## YOUR GOAL
In the data below, which lines hold the word "image"? Copy them.

Stored items

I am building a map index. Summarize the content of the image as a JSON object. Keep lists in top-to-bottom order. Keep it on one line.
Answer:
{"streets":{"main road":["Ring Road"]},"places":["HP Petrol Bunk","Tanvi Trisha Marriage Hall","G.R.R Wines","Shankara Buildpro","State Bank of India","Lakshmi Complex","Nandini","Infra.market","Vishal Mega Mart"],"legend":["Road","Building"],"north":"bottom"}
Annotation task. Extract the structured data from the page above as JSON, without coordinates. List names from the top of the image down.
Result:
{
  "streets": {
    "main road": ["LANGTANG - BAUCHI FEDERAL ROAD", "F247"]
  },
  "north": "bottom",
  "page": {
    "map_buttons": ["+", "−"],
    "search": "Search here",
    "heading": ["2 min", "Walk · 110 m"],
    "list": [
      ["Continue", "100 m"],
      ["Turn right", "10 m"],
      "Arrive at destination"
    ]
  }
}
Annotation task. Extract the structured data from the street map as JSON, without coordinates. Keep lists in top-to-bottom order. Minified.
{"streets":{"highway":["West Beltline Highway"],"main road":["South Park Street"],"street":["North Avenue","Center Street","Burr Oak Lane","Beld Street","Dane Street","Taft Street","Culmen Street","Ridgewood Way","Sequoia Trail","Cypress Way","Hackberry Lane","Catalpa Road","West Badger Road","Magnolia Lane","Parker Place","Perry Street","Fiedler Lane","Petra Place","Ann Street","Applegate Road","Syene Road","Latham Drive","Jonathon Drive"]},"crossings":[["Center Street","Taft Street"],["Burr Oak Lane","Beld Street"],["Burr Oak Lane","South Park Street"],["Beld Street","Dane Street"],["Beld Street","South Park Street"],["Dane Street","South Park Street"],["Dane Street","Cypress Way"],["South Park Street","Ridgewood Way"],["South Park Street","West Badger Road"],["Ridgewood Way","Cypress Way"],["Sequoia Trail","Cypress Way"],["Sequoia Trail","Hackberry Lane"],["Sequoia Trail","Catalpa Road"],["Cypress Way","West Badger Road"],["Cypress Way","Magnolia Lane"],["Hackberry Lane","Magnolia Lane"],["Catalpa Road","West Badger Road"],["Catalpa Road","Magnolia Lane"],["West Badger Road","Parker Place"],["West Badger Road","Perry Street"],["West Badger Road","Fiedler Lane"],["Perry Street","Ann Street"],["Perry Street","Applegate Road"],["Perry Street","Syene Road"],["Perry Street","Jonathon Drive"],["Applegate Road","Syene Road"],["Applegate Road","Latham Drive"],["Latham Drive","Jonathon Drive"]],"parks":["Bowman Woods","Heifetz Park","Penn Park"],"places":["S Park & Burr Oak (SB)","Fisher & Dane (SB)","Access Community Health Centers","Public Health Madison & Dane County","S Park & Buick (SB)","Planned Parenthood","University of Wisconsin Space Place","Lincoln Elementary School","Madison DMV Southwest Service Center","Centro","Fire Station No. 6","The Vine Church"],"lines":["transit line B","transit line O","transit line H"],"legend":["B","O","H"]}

## OUTPUT BELOW
I am building a map index. Summarize the content of the image as a JSON object. Keep lists in top-to-bottom order. Keep it on one line.
Annotation task. Extract the structured data from the page above as JSON, without coordinates. List names from the top of the image down.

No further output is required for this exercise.